Empirical researchers are, therefore, forced to impose some controversial judgments on their evaluation process. They should warn readers what these judgments are in an attempt to create a shared set of background assumptions. But doing so can sound as if it merely adds yet another caveat. Perhaps, they should go farther and examine several different moral weighting systems to provide information for people with differing ethical positions.

Empirical economists sometimes ignore ethical background assumptions in their evaluative tools. Many economists look at costs exclusively in dollar terms and cast cost-benefit calculations in efficiency terms, with little or no discussion of the debate over whether these measures should have ethical priority over other options. For example, although a dollar lost to anyone is an efficiency loss, citizens might have good ethical reasons to value a dollar used to cure poverty more than several dollars used to provide luxuries for the already wealthy.Footnote 1

In the absence of a national resolution to the ethical controversies that create this problem, researchers will have to impose something, but they should avoid presenting their resolution to moral issues as if it were uncontroversial. It is better to be open about the moral judgments necessary to frame the empirical issues. It’s also valuable to recognize the different moral perspectives that are relevant in the local political context and present evaluations relevant to each. This book cannot resolve this issue and won’t dwell on it.

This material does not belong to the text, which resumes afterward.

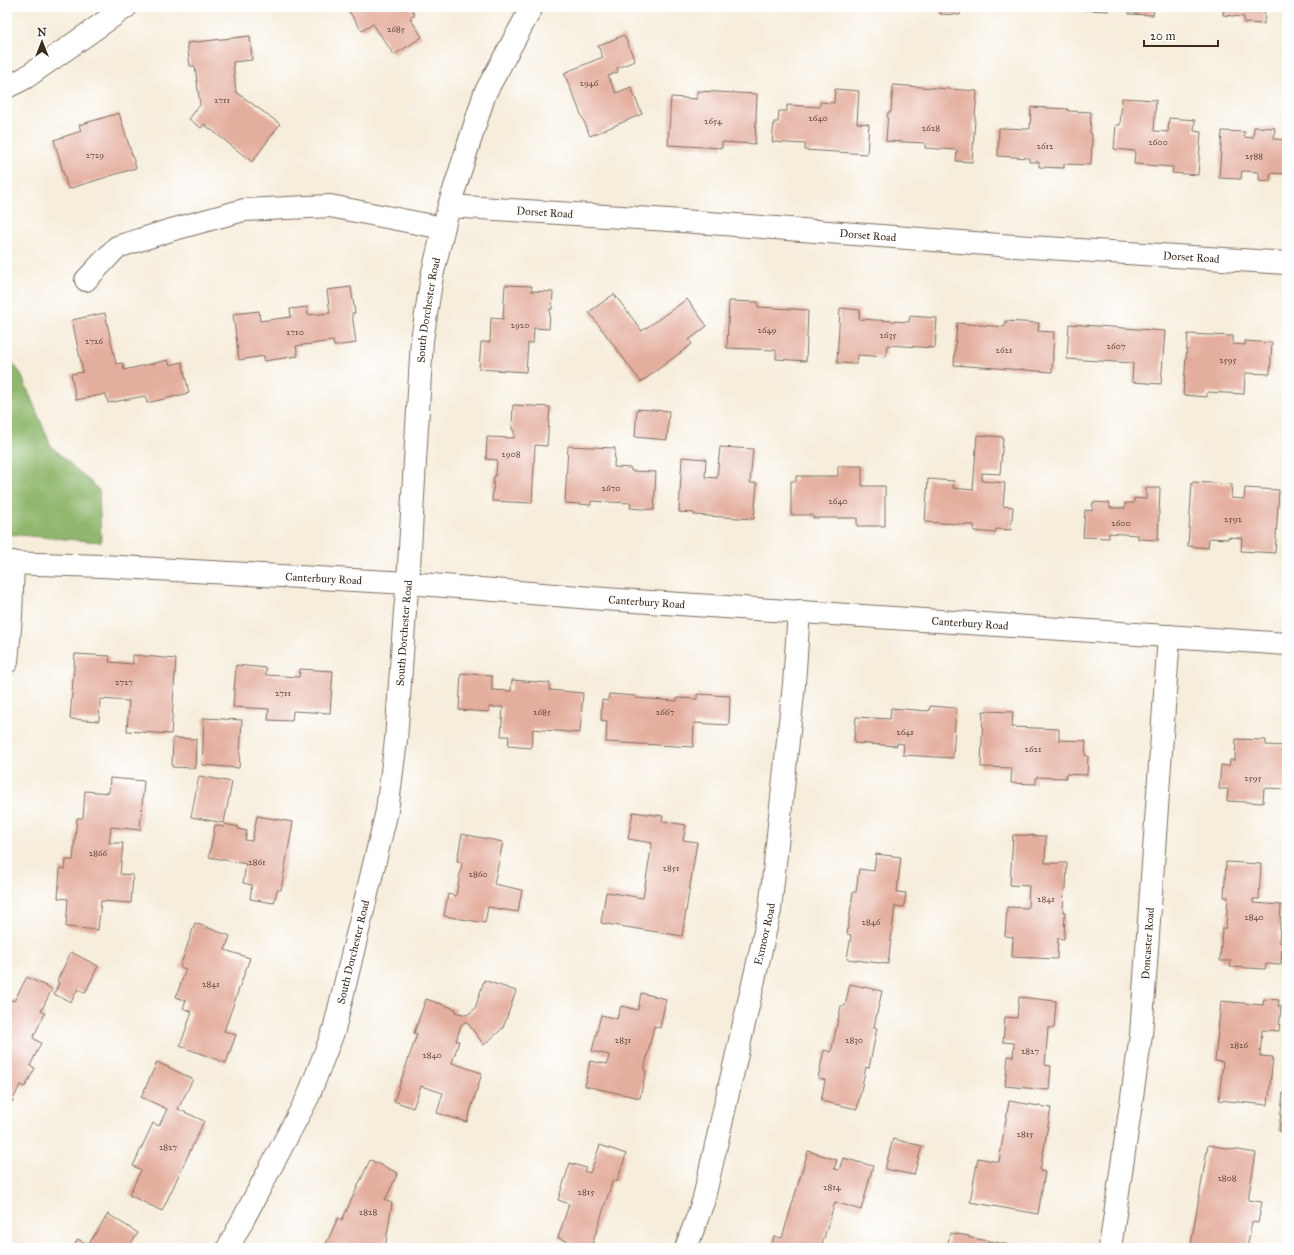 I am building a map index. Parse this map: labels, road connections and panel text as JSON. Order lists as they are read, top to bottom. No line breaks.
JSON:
{"streets":{"street":["Dorset Road","South Dorchester Road","Canterbury Road","Exmoor Road","Doncaster Road"]},"crossings":[["Dorset Road","South Dorchester Road"],["South Dorchester Road","Canterbury Road"],["Canterbury Road","Exmoor Road"],["Canterbury Road","Doncaster Road"]],"house_numbers":["2685","2946","2711","2640","2654","2628","2600","2612","2729","2588","2920","2649","2710","2635","2726","2607","2621","2595","2908","2670","2640","2592","2600","2727","2711","2685","2667","2641","2621","2595","2866","2861","2851","2860","2841","2840","2846","2841","2831","2830","2826","2827","2840","2815","2827","2808","2814","2815","2828"],"scale_bar":"20 m","north":"top"} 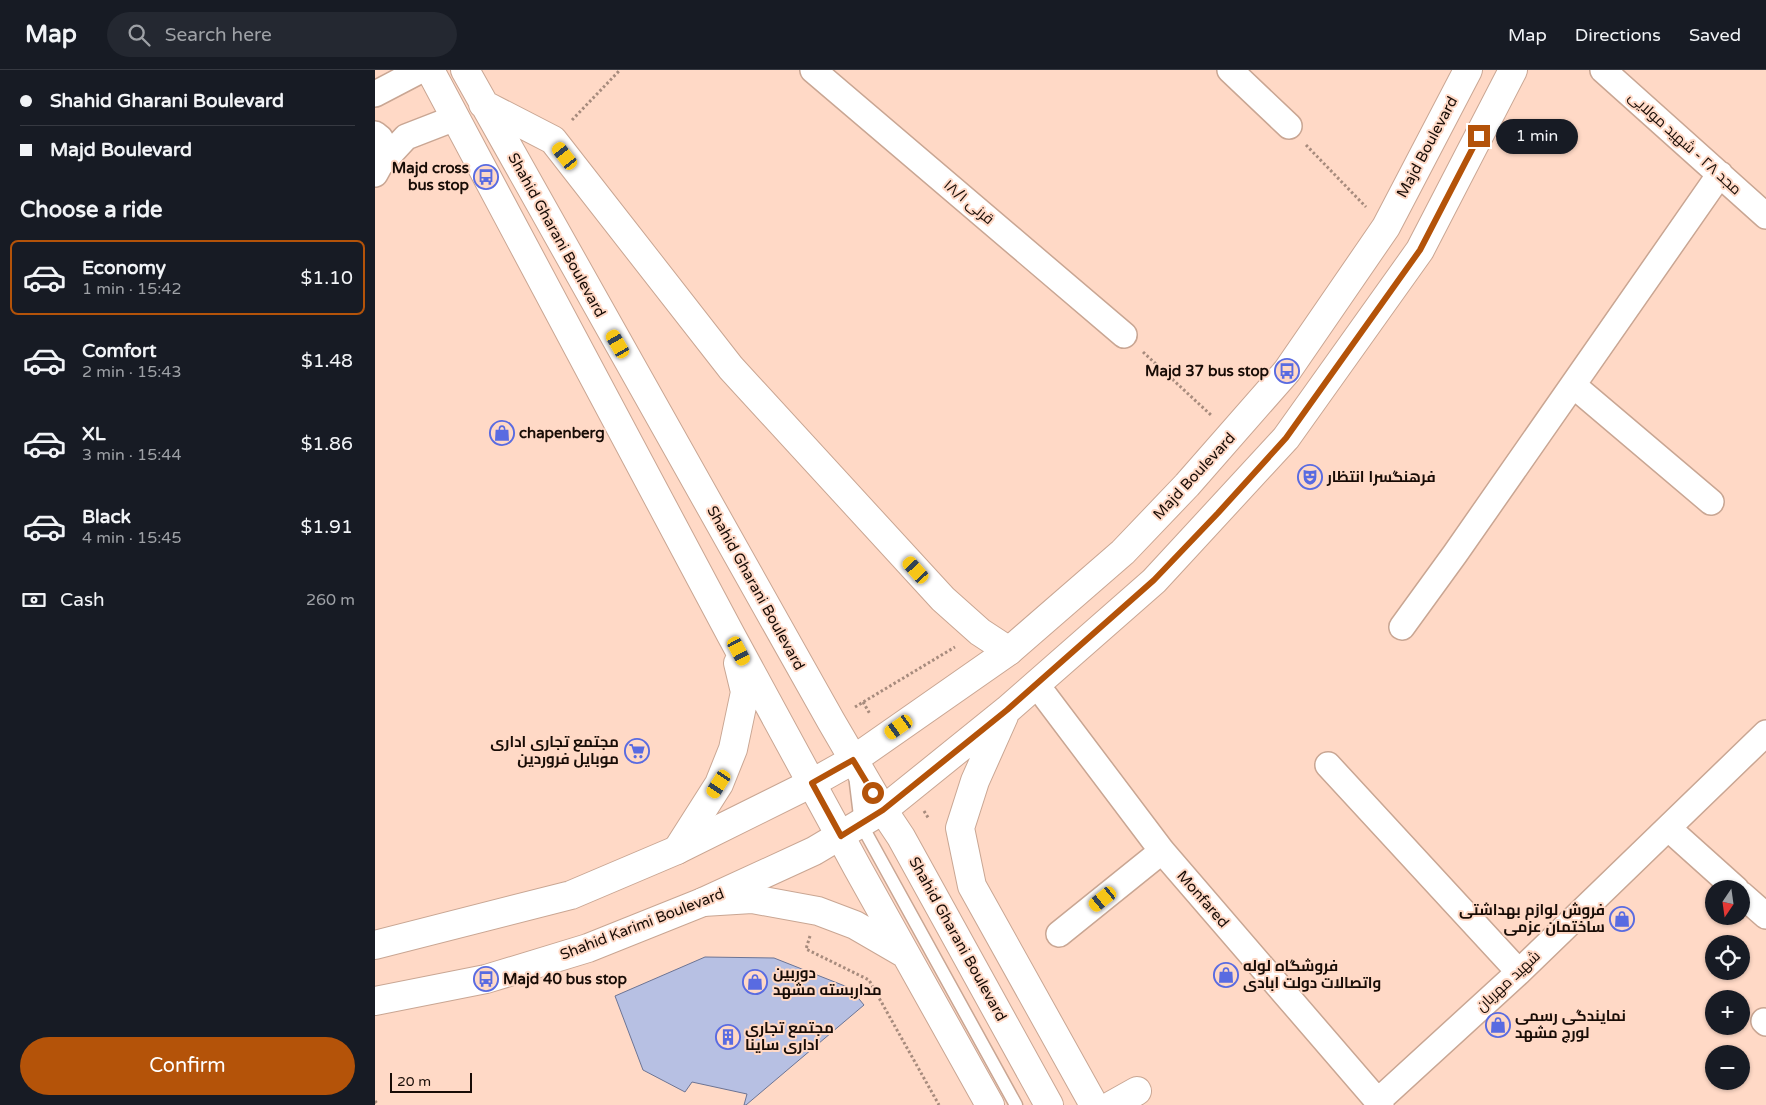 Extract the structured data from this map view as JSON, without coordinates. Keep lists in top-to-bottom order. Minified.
{"streets":{"main road":["Majd Boulevard","Shahid Gharani Boulevard","Shahid Karimi Boulevard"],"street":["مجد ۲۸ - شهید مولایی","قرنی ۱۸/۱","Monfared","شهید مهربان"]},"crossings":[["Majd Boulevard","Shahid Gharani Boulevard"],["Shahid Gharani Boulevard","Shahid Karimi Boulevard"],["Monfared","شهید مهربان"]],"places":{"bus stop":["Majd cross bus stop","Majd 37 bus stop","Majd 40 bus stop"],"shop":["chapenberg","فروش لوازم بهداشتی ساختمان عزمی","فروشگاه لوله واتصالات دولت ابادی","دوربین مداربسته مشهد","نمایندگی رسمی لورچ مشهد"],"theatre":["فرهنگسرا انتظار"],"supermarket":["مجتمع تجاری اداری موبایل فروردین"],"building":["مجتمع تجاری اداری ساینا"]},"scale_bar":"20 m","north":"bottom","page":{"header":"Map","search":"Search here","nav":["Map","Directions","Saved"],"banner":["Shahid Gharani Boulevard","Majd Boulevard"],"bubble":"1 min","heading":"Choose a ride","list":[{"name":"Economy","note":"1 min · 15:42","value":"$1.10"},{"name":"Comfort","note":"2 min · 15:43","value":"$1.48"},{"name":"XL","note":"3 min · 15:44","value":"$1.86"},{"name":"Black","note":"4 min · 15:45","value":"$1.91"}],"pay":["Cash","260 m"],"map_buttons":["+","−"],"buttons":"Confirm","scale":"20 m"}}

I attempt to state the cost-effectiveness question in broad terms as:

Is a fully implemented national UBI a cost-effective method to benefit people in the short and long run in the ways UBI supporters claim it does, assuming cost-effectiveness is judged relative to other methods of achieving similar benefits for the same people?

Many of the things UBI supporters claim UBI can do (see Chap. 13) require a generous UBI in the context of an extensive welfare system doing the things UBI cannot do. Although some aspects of the welfare system can be replaced by UBI (most notably policies designed to maintain the incomes to a level sufficient for normally abled people), other aspects are not so replaceable. Exactly what that extensive welfare system should involve is controversial even among UBI supporters, but it might include education, healthcare, childcare, eldercare, disability care, a higher-than-basic income for people with greater-than-normal needs, family leave, infrastructure, transportation, public safety, an affordable housing policy, and so on.

Testing a full UBI in that context might not be possible, and it is reasonable for researchers to test only a small step in the direction of UBI supporters’ vision. But, if we test only that step, we are not testing the UBI that inspired the movement. Sometimes small steps work when big leaps fail (such as toward the end of a dock). Sometimes big leaps work when small steps fail (such as over a ditch). Whatever version of UBI (or whatever UBI-like policy) we test, researchers should clearly explain how it differs from other versions and the extent to which this test’s findings do or do not have implications for other versions of UBI.

It might, therefore, be useful in some circumstances to state the bottom-line question in slightly more incremental terms:

What policy (basic income, the current system, or any other alternatives to be tested) produces the greatest increase in recipients’ welfare per unit of cost (both in terms of tax cost and efficiency loss), in the context of a long-term, fully implemented national policy?Footnote 2

Obviously, these statements of the bottom line can be shortened if some of their constraining phrases can go without saying. I hesitate to do so because of the amount of misunderstanding these issues have caused in the past.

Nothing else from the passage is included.